Where a line of the records contains the word "main", show that line.

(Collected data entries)
*** Block opens ***

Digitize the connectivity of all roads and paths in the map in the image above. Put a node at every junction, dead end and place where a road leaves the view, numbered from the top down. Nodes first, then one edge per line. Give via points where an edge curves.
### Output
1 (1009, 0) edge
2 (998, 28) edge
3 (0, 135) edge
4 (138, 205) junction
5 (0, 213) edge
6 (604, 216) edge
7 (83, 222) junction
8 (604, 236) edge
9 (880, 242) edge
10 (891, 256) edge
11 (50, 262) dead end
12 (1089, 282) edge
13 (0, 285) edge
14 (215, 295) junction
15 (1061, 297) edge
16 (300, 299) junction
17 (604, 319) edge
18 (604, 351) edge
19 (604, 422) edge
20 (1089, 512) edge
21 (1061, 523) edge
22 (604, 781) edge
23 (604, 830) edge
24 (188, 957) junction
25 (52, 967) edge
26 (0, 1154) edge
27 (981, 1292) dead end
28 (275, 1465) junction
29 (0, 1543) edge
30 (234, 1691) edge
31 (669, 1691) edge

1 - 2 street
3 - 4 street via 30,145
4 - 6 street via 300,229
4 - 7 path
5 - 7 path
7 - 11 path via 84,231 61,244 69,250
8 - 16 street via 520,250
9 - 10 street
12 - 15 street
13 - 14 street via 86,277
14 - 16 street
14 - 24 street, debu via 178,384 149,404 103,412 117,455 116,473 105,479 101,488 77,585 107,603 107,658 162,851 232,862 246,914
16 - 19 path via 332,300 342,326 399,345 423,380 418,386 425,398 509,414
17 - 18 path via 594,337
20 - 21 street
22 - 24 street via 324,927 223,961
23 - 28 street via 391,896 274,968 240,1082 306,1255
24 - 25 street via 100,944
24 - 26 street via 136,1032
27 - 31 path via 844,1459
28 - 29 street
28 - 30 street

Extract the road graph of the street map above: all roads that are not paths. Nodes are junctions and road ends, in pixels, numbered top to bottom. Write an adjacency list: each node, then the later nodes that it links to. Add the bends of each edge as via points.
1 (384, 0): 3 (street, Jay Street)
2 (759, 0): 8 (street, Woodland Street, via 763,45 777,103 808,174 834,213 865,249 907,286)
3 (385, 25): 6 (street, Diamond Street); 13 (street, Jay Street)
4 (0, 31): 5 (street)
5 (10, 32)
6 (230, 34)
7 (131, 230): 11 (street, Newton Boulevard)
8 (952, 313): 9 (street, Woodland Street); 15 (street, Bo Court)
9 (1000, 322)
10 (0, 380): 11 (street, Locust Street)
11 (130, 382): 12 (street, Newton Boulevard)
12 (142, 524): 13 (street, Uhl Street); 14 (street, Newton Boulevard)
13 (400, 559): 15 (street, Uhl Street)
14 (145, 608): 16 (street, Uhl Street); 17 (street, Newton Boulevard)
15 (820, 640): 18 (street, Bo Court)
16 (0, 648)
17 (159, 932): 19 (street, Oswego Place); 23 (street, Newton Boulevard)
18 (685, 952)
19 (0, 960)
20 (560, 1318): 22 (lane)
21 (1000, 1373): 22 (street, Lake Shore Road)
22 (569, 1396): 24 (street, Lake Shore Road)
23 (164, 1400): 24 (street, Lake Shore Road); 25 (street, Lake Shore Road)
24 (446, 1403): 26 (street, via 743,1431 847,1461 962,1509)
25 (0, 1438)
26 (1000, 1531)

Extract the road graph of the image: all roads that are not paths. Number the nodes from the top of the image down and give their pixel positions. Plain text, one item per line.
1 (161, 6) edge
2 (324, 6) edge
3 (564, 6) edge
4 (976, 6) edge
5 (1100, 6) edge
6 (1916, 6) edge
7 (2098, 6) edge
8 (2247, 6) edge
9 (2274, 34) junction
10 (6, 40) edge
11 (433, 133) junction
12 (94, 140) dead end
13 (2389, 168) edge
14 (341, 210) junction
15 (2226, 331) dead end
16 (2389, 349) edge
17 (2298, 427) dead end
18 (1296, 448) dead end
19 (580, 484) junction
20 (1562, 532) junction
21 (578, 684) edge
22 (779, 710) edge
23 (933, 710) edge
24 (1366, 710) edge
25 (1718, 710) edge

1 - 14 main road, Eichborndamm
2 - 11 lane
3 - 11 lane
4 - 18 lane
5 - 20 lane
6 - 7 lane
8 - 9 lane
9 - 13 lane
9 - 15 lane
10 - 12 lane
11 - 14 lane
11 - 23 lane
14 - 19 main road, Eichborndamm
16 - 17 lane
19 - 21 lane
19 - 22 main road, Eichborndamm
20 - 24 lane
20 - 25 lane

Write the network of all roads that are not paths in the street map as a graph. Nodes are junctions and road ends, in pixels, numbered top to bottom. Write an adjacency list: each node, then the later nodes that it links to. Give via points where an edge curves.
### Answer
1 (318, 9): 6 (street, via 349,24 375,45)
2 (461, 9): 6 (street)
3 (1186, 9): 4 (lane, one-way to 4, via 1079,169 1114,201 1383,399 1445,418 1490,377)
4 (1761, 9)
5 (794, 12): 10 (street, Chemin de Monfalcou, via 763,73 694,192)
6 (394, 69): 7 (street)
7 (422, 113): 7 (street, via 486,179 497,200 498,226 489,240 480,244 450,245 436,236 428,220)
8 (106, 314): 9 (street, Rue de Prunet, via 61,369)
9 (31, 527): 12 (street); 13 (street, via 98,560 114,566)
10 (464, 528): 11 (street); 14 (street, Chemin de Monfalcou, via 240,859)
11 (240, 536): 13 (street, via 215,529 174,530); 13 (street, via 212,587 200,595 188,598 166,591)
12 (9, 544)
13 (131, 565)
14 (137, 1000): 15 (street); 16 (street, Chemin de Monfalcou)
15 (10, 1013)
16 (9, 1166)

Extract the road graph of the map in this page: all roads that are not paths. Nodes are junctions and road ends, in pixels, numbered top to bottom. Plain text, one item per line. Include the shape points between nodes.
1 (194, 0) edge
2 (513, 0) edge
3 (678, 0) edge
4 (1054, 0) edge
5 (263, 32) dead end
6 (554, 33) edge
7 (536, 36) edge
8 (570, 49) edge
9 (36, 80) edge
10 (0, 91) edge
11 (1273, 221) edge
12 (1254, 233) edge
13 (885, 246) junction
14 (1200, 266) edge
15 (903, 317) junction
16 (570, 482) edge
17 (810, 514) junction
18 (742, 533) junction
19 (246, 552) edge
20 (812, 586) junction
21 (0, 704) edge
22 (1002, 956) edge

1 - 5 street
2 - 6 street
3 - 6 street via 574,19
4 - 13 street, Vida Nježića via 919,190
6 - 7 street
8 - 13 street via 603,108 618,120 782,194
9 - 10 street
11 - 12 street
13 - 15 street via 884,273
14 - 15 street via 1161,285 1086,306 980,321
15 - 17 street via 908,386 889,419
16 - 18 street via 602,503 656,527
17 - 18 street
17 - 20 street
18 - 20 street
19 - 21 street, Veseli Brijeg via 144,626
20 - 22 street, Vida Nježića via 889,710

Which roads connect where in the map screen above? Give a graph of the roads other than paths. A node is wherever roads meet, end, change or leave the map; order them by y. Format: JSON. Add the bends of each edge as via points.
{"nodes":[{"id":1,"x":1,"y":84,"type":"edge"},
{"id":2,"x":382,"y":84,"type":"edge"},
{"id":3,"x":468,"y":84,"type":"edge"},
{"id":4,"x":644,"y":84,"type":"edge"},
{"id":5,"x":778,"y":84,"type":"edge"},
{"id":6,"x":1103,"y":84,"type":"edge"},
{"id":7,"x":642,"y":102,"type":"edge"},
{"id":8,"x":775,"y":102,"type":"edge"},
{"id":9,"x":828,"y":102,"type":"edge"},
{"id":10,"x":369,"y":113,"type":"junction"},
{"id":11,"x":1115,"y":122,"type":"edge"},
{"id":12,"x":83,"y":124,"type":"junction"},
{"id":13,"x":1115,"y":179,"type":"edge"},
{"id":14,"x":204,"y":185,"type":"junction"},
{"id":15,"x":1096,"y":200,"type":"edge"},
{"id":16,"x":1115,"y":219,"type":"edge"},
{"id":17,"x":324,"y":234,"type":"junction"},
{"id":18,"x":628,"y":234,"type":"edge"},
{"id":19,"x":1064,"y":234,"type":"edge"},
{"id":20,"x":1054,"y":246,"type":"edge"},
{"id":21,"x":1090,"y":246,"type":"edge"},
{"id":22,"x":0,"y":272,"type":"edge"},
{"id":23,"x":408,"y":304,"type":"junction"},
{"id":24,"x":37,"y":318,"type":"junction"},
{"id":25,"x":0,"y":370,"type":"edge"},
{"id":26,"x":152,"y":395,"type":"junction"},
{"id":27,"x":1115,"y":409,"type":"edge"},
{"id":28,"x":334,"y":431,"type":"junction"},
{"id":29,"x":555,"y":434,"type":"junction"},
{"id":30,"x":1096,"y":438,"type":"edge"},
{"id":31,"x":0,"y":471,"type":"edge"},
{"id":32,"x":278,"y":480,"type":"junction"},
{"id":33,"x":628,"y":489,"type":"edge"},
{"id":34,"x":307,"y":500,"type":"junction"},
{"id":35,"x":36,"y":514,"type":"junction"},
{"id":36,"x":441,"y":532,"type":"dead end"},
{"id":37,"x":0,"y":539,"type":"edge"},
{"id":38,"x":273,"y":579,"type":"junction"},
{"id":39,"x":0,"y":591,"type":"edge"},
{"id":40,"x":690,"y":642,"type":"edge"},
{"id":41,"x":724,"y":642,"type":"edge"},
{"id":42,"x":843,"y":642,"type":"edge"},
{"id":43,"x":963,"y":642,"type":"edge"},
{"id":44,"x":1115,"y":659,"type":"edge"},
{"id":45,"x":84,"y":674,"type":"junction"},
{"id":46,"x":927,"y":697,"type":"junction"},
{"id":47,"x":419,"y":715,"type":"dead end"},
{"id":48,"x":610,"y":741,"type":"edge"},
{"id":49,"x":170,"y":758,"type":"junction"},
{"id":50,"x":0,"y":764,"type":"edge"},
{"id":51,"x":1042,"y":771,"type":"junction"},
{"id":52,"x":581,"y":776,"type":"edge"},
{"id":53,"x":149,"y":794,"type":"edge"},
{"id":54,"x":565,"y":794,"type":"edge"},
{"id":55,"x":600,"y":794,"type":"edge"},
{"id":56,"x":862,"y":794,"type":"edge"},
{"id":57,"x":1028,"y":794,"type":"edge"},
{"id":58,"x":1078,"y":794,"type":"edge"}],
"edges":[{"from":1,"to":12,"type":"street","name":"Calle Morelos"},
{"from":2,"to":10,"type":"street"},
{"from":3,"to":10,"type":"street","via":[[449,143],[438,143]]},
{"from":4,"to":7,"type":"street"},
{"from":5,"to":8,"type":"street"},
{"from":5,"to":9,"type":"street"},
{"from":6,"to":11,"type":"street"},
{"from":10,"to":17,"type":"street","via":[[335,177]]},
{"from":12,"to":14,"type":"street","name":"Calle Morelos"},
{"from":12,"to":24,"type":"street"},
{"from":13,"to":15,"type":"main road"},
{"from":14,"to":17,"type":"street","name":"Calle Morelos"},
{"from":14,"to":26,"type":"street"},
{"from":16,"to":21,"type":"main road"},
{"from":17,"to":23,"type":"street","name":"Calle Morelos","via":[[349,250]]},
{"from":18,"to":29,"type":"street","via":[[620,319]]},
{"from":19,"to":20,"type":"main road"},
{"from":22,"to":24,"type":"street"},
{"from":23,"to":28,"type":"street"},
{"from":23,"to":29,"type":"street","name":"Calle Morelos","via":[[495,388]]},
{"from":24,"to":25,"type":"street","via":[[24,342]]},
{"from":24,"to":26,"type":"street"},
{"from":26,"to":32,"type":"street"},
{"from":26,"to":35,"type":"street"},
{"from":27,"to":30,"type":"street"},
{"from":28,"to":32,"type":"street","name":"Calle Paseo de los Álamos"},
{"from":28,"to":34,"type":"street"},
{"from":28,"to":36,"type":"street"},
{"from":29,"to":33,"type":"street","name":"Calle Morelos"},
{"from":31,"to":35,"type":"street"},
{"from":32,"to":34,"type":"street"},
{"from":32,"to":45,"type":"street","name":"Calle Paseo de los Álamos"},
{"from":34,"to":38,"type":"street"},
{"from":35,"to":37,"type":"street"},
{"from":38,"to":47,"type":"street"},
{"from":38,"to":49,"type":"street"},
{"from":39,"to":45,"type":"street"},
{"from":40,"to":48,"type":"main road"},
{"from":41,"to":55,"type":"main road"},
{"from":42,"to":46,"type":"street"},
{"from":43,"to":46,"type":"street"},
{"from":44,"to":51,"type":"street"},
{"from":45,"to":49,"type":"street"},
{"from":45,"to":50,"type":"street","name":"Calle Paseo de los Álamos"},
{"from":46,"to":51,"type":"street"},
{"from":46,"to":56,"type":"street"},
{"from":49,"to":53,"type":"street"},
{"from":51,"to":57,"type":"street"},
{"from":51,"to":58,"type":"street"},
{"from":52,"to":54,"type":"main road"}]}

*** Block closes ***

▶ _COMPLETED TASK_
1 - 14 main road, Eichborndamm
14 - 19 main road, Eichborndamm
19 - 22 main road, Eichborndamm
{"from":13,"to":15,"type":"main road"},
{"from":16,"to":21,"type":"main road"},
{"from":19,"to":20,"type":"main road"},
{"from":40,"to":48,"type":"main road"},
{"from":41,"to":55,"type":"main road"},
{"from":52,"to":54,"type":"main road"}]}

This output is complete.